If a girl reaches out to me because she's thinking about me, then OF COURSE, by all means, I will respond in turn. But if I have a definite date scheduled, I will not initiate contact until we meet in person. I'm not Anti-Text. I'm Anti-Initiation. If she wants to reach out and communicate, I'll moisten her panties and make her pvssy tingle, but as long as she's initiating. If she's not, she's not. But either way, I don't get canceled on by those who are anticipating the dates because I'm not initiating and I know they're thinking about me.

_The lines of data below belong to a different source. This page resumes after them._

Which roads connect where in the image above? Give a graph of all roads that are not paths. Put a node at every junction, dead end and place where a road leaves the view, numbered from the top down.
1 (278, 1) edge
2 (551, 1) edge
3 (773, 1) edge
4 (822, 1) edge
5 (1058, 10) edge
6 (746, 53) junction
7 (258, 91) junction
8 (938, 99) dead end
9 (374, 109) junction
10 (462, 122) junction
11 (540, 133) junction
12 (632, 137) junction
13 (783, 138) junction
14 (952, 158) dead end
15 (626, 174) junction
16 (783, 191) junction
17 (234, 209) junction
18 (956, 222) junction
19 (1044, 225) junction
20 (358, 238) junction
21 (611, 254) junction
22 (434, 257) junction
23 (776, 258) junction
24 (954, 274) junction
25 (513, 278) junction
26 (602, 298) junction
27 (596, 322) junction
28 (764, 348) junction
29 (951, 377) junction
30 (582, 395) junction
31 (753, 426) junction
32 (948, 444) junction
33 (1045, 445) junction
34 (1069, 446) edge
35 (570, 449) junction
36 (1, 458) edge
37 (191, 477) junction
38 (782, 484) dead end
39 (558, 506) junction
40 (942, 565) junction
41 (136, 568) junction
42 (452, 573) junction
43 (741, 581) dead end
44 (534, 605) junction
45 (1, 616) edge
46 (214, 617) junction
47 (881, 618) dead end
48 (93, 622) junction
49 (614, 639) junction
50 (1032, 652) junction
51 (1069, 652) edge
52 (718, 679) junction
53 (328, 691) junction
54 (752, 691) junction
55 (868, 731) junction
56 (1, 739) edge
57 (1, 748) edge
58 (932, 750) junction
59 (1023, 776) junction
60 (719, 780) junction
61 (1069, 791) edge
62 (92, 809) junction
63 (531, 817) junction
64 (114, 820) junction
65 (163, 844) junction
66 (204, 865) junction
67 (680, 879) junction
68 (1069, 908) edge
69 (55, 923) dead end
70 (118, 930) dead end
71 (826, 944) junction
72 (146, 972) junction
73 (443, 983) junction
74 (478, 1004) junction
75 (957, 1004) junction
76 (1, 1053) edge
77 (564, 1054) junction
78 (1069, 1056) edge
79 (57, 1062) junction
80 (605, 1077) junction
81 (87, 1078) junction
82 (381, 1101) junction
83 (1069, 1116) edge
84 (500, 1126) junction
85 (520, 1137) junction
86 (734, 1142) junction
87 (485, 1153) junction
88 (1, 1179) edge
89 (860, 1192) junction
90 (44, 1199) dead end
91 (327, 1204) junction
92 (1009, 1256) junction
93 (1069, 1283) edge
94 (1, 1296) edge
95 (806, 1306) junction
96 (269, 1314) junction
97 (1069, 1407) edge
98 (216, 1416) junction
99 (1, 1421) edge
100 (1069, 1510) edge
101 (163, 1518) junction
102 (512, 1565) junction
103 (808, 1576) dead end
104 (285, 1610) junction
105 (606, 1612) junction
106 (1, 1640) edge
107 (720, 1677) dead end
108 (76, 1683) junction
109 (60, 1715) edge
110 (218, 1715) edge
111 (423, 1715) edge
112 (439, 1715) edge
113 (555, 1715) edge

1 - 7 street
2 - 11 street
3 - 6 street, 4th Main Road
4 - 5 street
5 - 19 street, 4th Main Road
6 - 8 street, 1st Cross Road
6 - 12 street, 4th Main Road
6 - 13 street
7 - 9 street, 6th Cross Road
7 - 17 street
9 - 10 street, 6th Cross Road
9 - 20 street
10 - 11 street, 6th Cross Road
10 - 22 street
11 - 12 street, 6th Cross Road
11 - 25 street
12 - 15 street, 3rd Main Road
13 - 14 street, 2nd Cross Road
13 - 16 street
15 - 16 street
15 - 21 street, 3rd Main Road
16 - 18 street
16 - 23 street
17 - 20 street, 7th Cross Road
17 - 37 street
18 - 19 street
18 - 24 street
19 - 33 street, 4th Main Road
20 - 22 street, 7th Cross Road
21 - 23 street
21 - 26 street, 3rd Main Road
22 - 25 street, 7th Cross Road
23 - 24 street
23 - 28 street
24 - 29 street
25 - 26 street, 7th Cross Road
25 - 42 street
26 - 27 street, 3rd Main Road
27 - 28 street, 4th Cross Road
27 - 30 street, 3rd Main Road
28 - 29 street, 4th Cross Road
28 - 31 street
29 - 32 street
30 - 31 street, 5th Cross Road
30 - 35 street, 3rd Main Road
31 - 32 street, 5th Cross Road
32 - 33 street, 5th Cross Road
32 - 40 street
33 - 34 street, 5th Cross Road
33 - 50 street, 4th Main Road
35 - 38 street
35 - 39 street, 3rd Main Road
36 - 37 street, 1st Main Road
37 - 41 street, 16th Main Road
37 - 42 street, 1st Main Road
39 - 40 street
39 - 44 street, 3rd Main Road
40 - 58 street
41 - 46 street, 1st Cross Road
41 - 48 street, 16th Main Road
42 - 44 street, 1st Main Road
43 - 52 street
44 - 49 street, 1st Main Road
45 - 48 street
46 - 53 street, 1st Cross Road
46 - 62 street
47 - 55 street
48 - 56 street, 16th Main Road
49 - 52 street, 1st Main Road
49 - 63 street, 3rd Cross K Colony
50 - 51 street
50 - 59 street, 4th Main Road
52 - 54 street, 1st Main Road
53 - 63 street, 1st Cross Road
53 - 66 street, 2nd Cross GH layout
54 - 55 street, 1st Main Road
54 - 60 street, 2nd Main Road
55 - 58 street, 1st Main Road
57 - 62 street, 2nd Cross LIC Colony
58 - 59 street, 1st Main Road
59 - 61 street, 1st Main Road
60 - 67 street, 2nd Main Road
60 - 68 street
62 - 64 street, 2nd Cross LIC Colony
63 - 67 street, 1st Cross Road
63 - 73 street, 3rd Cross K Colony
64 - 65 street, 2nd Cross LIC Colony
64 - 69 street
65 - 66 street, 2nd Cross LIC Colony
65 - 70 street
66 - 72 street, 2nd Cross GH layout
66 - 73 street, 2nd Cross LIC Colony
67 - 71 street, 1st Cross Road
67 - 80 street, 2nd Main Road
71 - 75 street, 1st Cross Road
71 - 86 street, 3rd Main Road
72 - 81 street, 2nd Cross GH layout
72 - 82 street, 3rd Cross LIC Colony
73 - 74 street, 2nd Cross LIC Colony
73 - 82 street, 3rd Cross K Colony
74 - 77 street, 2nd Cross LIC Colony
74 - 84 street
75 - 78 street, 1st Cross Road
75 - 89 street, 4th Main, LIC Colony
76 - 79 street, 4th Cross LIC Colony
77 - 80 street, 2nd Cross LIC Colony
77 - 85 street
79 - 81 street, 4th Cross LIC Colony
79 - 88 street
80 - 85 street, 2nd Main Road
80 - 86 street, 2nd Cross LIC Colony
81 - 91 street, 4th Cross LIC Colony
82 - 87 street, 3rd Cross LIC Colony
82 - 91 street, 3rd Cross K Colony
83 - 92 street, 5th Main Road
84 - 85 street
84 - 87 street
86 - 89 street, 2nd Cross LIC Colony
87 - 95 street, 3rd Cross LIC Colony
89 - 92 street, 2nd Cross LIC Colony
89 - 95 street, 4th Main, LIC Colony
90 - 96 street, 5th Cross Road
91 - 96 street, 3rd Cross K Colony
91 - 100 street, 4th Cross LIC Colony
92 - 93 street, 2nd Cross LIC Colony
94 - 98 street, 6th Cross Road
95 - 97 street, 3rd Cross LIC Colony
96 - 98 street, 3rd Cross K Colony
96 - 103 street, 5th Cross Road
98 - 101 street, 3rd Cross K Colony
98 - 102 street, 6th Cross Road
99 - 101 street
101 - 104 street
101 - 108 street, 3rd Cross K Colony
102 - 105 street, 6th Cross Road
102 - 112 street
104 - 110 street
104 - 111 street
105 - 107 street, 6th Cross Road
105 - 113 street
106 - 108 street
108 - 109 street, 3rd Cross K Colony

Only a couple of times there have been women who have reached out hours before the date to find out if it's still on, and they were so uncomfortable about having to do so that they canceled an hour later. They accused me of making them feel insecure. I don't doubt that that's what it was. Some women just want men to validate them rather than having to validate themselves. I'm better off that they did, because I'd rather not be the beta chump made to jump through hoops to constantly supply these waifs with the bottomless supplies of validation they need. Some women are playing by a rule book (The Rules does exist) and were indoctrinated a long time ago with what they were told they were supposed to respond to versus what they actually respond to that the cognitive dissonance confuses them and what they actually respond to makes them uncomfortable. They'll wind up settling for guys who don't know any better. But not me.